Eight males were exposed to 0, 100, 300 or 1000 ppm in air for 2
hours. At 1000 ppm visual perception and motor skills were adversely
affected (Vernon & Ferguson, 1969). In another experiment leucocyte
alkaline phosphatase levels in peripheral leucocytes were elevated
after prolonged exposure. This effect is reversible (Friborská, 1969).

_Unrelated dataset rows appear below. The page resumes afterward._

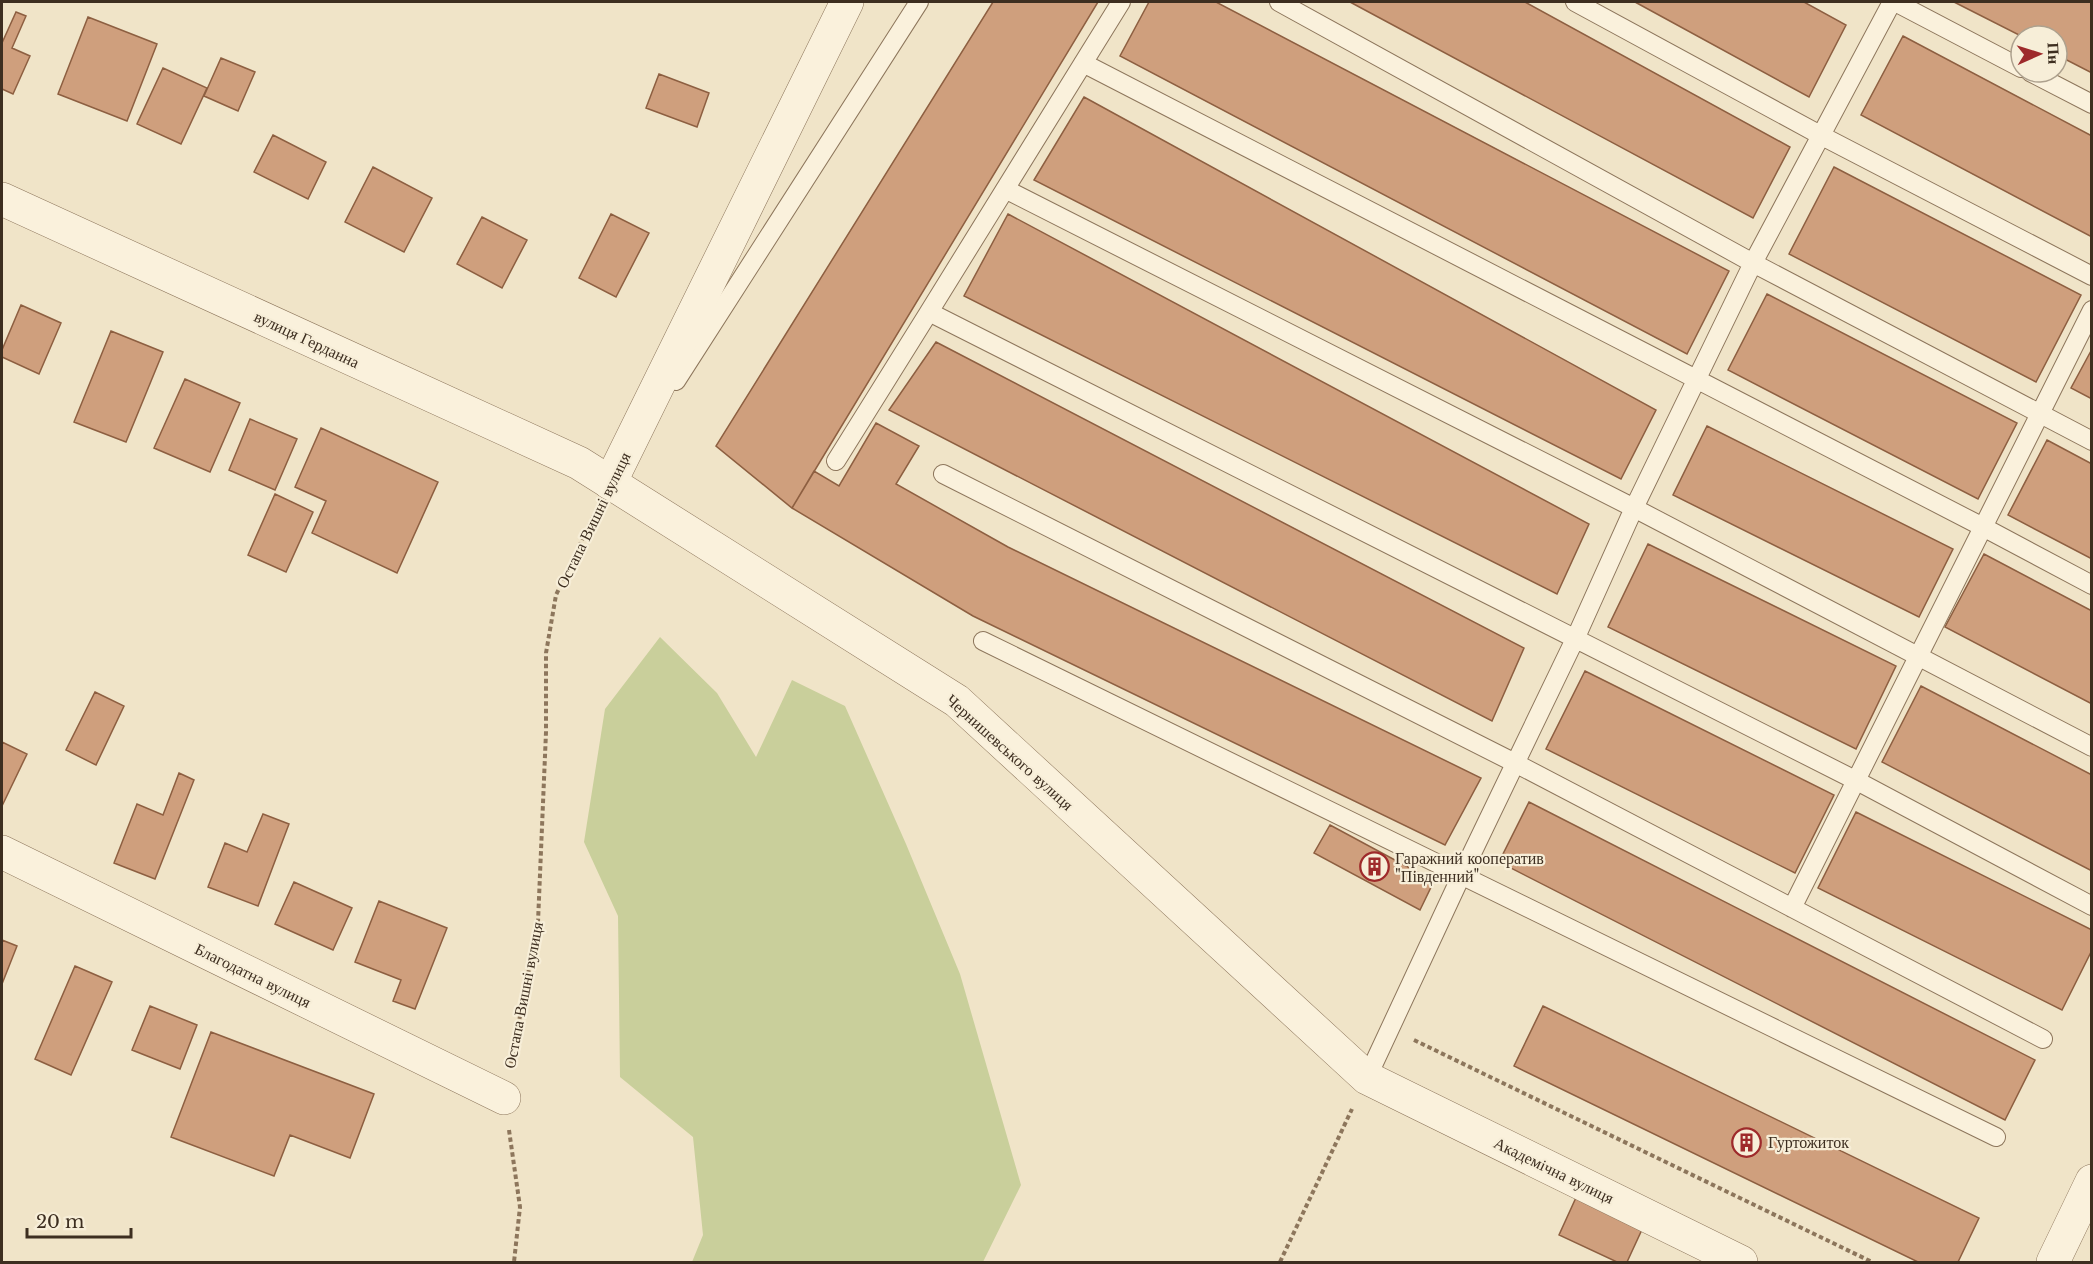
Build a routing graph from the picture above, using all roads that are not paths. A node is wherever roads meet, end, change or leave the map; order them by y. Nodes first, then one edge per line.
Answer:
1 (848, 2) edge
2 (919, 2) edge
3 (1121, 2) edge
4 (1279, 2) edge
5 (1575, 2) edge
6 (1893, 2) edge
7 (2009, 62) edge
8 (1083, 63) junction
9 (2053, 84) edge
10 (2091, 104) edge
11 (1822, 136) junction
12 (1005, 189) junction
13 (2, 199) edge
14 (1753, 263) junction
15 (2091, 276) edge
16 (2091, 310) edge
17 (930, 312) junction
18 (1697, 381) junction
19 (2040, 414) junction
20 (2091, 441) edge
21 (836, 461) dead end
22 (943, 474) dead end
23 (610, 483) junction
24 (1634, 508) junction
25 (1983, 527) junction
26 (2091, 585) edge
27 (1576, 637) junction
28 (983, 641) dead end
29 (1919, 655) junction
30 (2091, 747) edge
31 (1515, 763) junction
32 (1857, 781) junction
33 (2, 852) edge
34 (1462, 874) junction
35 (2091, 906) edge
36 (1792, 908) junction
37 (2043, 1039) dead end
38 (1367, 1078) junction
39 (504, 1098) road end
40 (1996, 1137) dead end
41 (2091, 1181) edge
42 (1741, 1263) edge
43 (2053, 1263) edge

1 - 23 street, Остапа Вишні вулиця
2 - 23 lane
3 - 8 lane
4 - 14 lane
5 - 11 lane
6 - 7 lane
6 - 11 lane
8 - 12 lane
8 - 18 lane
9 - 10 lane
11 - 14 lane
11 - 15 lane
12 - 17 lane
12 - 24 lane
13 - 23 street, вулиця Герданна
14 - 18 lane
14 - 19 lane
16 - 19 lane
17 - 21 lane
17 - 27 lane
18 - 24 lane
18 - 25 lane
19 - 20 lane
19 - 25 lane
22 - 31 lane
23 - 38 street, Чернишевського вулиця
24 - 27 lane
24 - 29 lane
25 - 26 lane
25 - 29 lane
27 - 31 lane
27 - 32 lane
28 - 34 lane
29 - 30 lane
29 - 32 lane
31 - 34 lane
31 - 36 lane
32 - 35 lane
32 - 36 lane
33 - 39 street, Благодатна вулиця
34 - 38 lane
34 - 40 lane
36 - 37 lane
38 - 42 street, Академічна вулиця
41 - 43 street

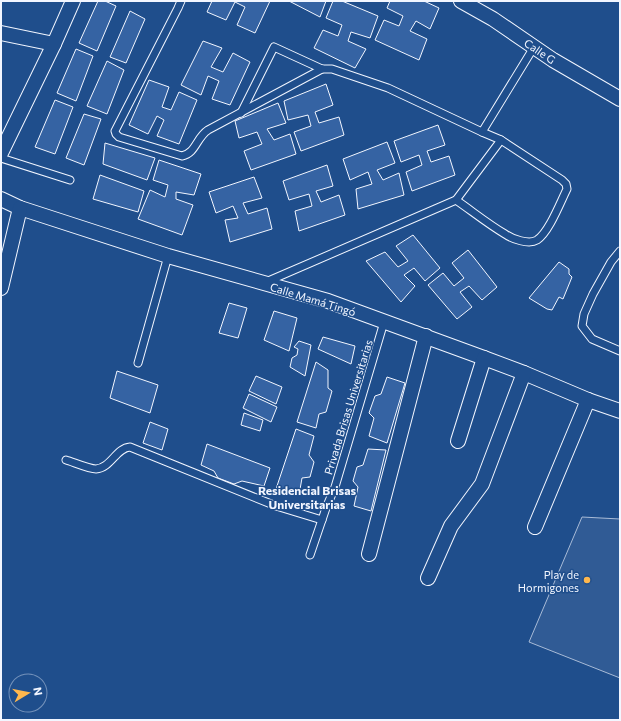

Acute human poisoning cases have recovered without hepatic or
renal sequelae. After ingestion there is some burning of the oral
mucosa, later nausea and vomiting with vertigo, ataxia, somnolence,
confusion, delirium and coma (Browning, 1965). Excessive inhalation
has been blamed for hepato-nephritis but the incidence is very low and
it is possible that liver and renal involvement are the result of
underlying previous disease (Roche et al., 1958). Untoward effects on
the circulation, cardiac irregularities and excessive capillary oozing
with tachypnoea but no adverse hepatic effects have been reported
after anaesthetic use (von Oettingen, 1955). Ingestion of 60 ml
appears to be fatal in man (Pebay-Peyroula et al., 1966). At elevated
temperatures trilene reacts with soda lime to form dichloracetylene
and this reacts further to generate phosgene carbonylchloride And
various acids which are all toxic (Defalgue, 1961). The TLV is 100
ppm, (Amer. Conf. Gov. Ind. Hyg. 1969).
Comments
Ingestion or inhalation of 1,1,2-trichlorethylene produced
metabolites which are more toxic than the parent compound. The use of
1,1,2-trichlorethylene as a solvent is liable to cause formation of
the toxic S-(transdichlorovinyl)-L-cysteine from sulfur-containing
amino acids. There is a large amount of human experience from the use
of 1,1,2-trichlorethylene as an anaesthetic. No formal long-term
studies are available on the solvent per se but 2 year rat feeding
studies, multigeneration studies and teratology studies have been
performed using 1,1,2-trichlorethylene-extracted decaffeinated instant
coffee solids.
Tentative evaluation1
There is a need for care in the choice of food types subjected to
extraction by 1,1,2-trichlorethylene in view of its reactivity with
-SH groups. It should not be used for extracting of protein materials
contributing significantly to the diet. In foods such as coffee
suitable for 1,1,2-trichlorethylene extraction, the use of the solvent
should be restricted to that determined by good manufacturing
practice, which is expected to result in minimal residues unlikely to
have any toxicological significance.